PAT Advanced 1053 Path of Equal Weight (30) [树的遍历]

Posted 2021-03-09 houzm

题目

Given a non-empty tree with root R, and with weight Wi assigned to each tree node Ti. The weight of a path from R to L is defined to be the sum of the weights of all the nodes along the path from R to any leaf node L. Now given any weighted tree, you are supposed to find all the paths with their weights equal to a given number. For example, let’s consider the tree showed in Figure 1: for each node, the upper number is the node ID which is a two-digit number, and the lower number is the weight of that node. Suppose that the given number is 24, then there exists 4 diferent paths which have the same given weight: {10 5 2 7}, {10 4 10}, {10 3 3 6 2} and {10 3 3 6 2}, which correspond to the red edges in Figure 1.
Input Specification:
Each input file contains one test case. Each case starts with a line containing 0 < N <= 100, the number of nodes in a tree, M (< N), the number of non-leaf nodes, and 0 < S < 230, the given weight number. The next line contains N positive numbers where Wi (<1000) corresponds to the tree node Ti.

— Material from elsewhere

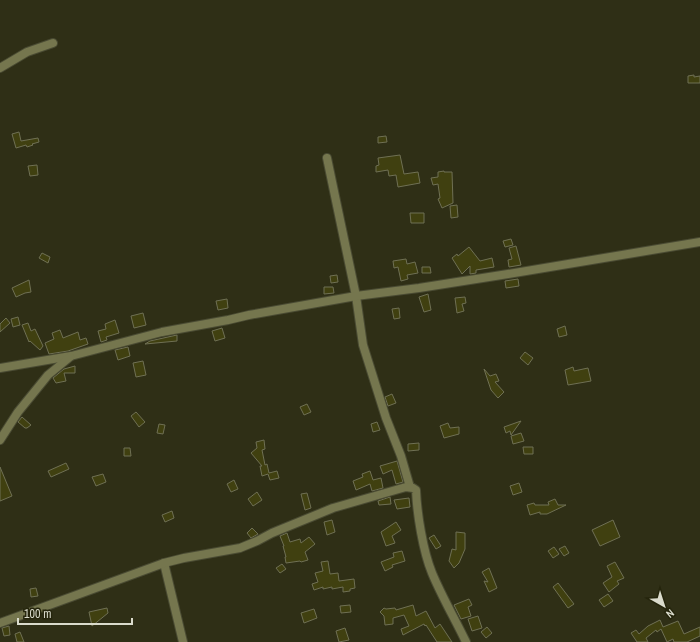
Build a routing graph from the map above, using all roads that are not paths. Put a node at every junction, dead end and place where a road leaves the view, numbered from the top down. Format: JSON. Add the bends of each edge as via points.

Then M lines follow, each in the format:
ID K ID[1] ID[2] … ID[K]
where ID is a two-digit number representing a given non-leaf node, K is the number of its children, followed by a sequence of two-digit ID’s of its children. For the sake of simplicity, let us fix the root ID to be 00.
Output Specification:
For each test case, print all the paths with weight S in non-increasing order. Each path occupies a line with printed weights from the root to the leaf in order. All the numbers must be separated by a space with no extra space at the end of the line.
Note: sequence {A1, A2, …, An} is said to be greater than sequence {B1, B2, …, Bm} if there exists 1 <= k < min{n, m} such that Ai = Bi for i=1, … k, and Ak+1 > Bk+1.
Sample Input:
20 9 24
10 2 4 3 5 10 2 18 9 7 2 2 1 3 12 1 8 6 2 2
00 4 01 02 03 04
02 1 05
04 2 06 07
03 3 11 12 13
06 1 09
07 2 08 10
16 1 15
13 3 14 16 17
17 2 18 19
Sample Output:
10 5 2 7
10 4 10
10 3 3 6 2
10 3 3 6 2

题目分析

已知非叶子节点的所有子节点，已知每个节点的权重，已知一个权重和S，求权重和等于S的路径（该路径必须是从root到叶子节点）
注：多个满足条件的路径，必须非升序打印，序列A>序列B的条件为：A1~Ai与B1~Bi相等，但是Ai+1>Bi+1

解题思路

1. 定义节点结构体（权重：w，子节点cds），int path[n]记录从root到当前节点路径
2. 题目要求权重非增序输出，每个节点的所有节点信息输入完成后，对所有子节点进行排序（权重由大到小，权重最大的节点排在最左边），深度优先遍历时会从最左边路径开始，可保证最后输出的路径满足非升序条件
3. dfs深度优先遍历树，参数numNode记录当前path中元素的个数，参数sum记录从root到当前节点的权重和
   3.1 若权重和>s，退出不再处理该路径
   3.2 若权重和==s
   3.2.1 若当前节点是叶子节点，打印路径
   3.2.2 若当前节点是非叶子节点，退出不再处理该路径

Code

#include <iostream>
#include <vector>
#include <algorithm>
using namespace std;
const int maxn=101;
int s,path[maxn];
struct node {
    int w;
    vector<int> cds;
} nds[maxn];
bool cmp(int a,int b) {
    return nds[a].w>nds[b].w;
}
// index当前处理节点在nds中的下标，numNode当前path数组中元素个数，sum从root到当前节点权重和 
void dfs(int index, int numNode, int sum) {
    if(sum>s)return; //权重和超过s
    if(sum==s) {
        if(nds[index].cds.size()!=0)return; //权重和为s，但不是叶子节点
        //满足条件，权重和为s，且为叶子节点
        for(int i=0; i<numNode; i++) {
            if(i!=0)printf(" ");
            printf("%d",nds[path[i]].w);
            if(i==numNode-1)printf("
");
        }
        return;
    }
    for(int i=0; i<nds[index].cds.size(); i++) {
        int cdi = nds[index].cds[i]; //子节点在nds中的下标
        path[numNode] = cdi;
        dfs(cdi, numNode+1, sum+nds[cdi].w);
    }
}
int main(int argc,char * argv[]) {
    int n,m,cn,id,cid;
    scanf("%d %d %d",&n,&m,&s);
    for(int i=0; i<n; i++) {
        scanf("%d",&nds[i].w);
    }
    for(int i=0; i<m; i++) {
        scanf("%d %d",&id,&cn);
        for(int j=0; j<cn; j++) {
            scanf("%d",&cid);
            nds[id].cds.push_back(cid);
        }
        sort(nds[id].cds.begin(),nds[id].cds.end(),cmp);
    }
    path[0]=0;
    dfs(0,1,nds[0].w);
    return 0;
}